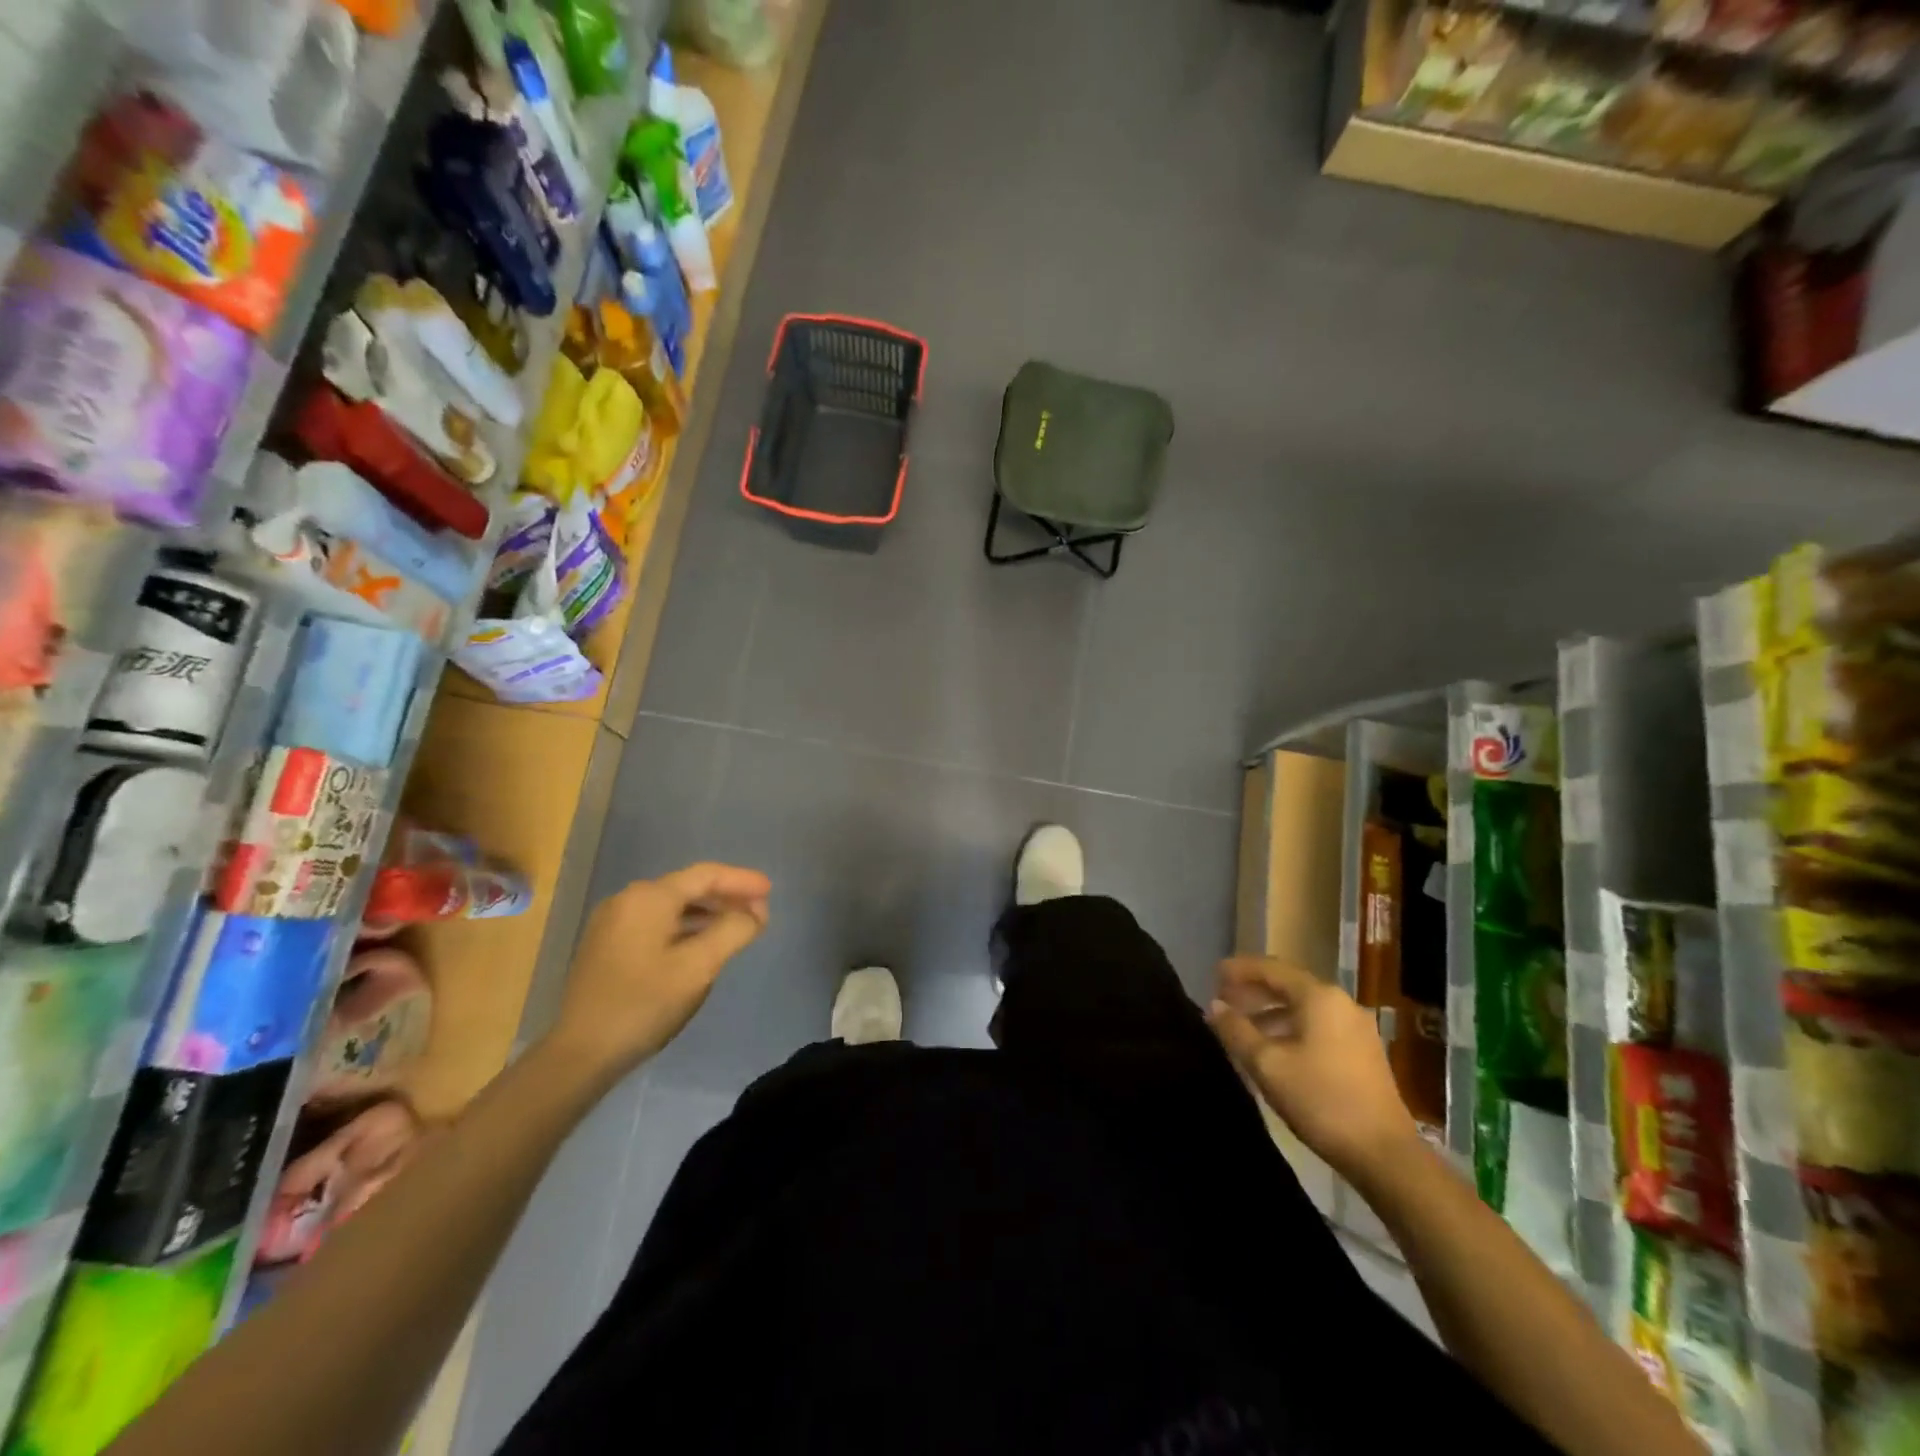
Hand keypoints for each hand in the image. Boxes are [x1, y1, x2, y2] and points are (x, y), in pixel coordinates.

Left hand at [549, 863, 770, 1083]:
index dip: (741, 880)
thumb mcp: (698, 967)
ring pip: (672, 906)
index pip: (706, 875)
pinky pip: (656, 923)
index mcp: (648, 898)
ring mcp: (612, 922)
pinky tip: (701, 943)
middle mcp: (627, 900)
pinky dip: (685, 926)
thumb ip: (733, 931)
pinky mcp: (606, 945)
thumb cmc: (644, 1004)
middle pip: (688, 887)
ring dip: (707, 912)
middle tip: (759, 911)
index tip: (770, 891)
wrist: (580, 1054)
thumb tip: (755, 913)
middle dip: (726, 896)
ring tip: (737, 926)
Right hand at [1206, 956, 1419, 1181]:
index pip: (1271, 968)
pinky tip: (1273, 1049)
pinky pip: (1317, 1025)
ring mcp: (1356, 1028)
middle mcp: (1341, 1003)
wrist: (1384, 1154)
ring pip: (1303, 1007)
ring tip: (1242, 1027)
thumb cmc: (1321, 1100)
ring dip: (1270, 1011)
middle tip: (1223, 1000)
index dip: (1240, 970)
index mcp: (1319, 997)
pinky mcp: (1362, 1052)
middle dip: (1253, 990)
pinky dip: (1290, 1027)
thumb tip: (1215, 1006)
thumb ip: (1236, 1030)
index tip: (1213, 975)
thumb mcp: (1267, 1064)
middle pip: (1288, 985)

■ Task to complete: An exact retyping of the entries, without images, is the required answer.

■ Exercise result:
Hand keypoints for each hand in the image. Boxes are [x1, y1, x2, y2] and points are (x, y), in pixel coordinates.

Left hand at [549, 863, 770, 1083]:
index dip: (741, 880)
thumb mcp: (698, 967)
ring pip: (672, 906)
index pip: (706, 875)
pinky pip: (656, 923)
index mcp: (648, 898)
ring mcp: (612, 922)
pinky tip: (701, 943)
middle mcp: (627, 900)
pinky dip: (685, 926)
thumb ip: (733, 931)
pinky mcp: (606, 945)
thumb cmc: (644, 1004)
middle pip: (688, 887)
ring dip: (707, 912)
middle tip: (759, 911)
index tip: (770, 891)
wrist: (580, 1054)
thumb tip: (755, 913)
middle dip: (726, 896)
ring tip: (737, 926)
Right hand at [1206, 956, 1419, 1181]:
index pip: (1271, 968)
pinky tip: (1273, 1049)
pinky pip: (1317, 1025)
ring mcp: (1356, 1028)
middle mcp: (1341, 1003)
wrist: (1384, 1154)
ring pip: (1303, 1007)
ring tip: (1242, 1027)
thumb cmc: (1321, 1100)
ring dip: (1270, 1011)
middle tip: (1223, 1000)
index dip: (1240, 970)
index mcp: (1319, 997)
pinky mcp: (1362, 1052)
middle dip: (1253, 990)
pinky dip: (1290, 1027)
thumb tip: (1215, 1006)
thumb ip: (1236, 1030)
index tip: (1213, 975)
thumb mcp: (1267, 1064)
middle pip: (1288, 985)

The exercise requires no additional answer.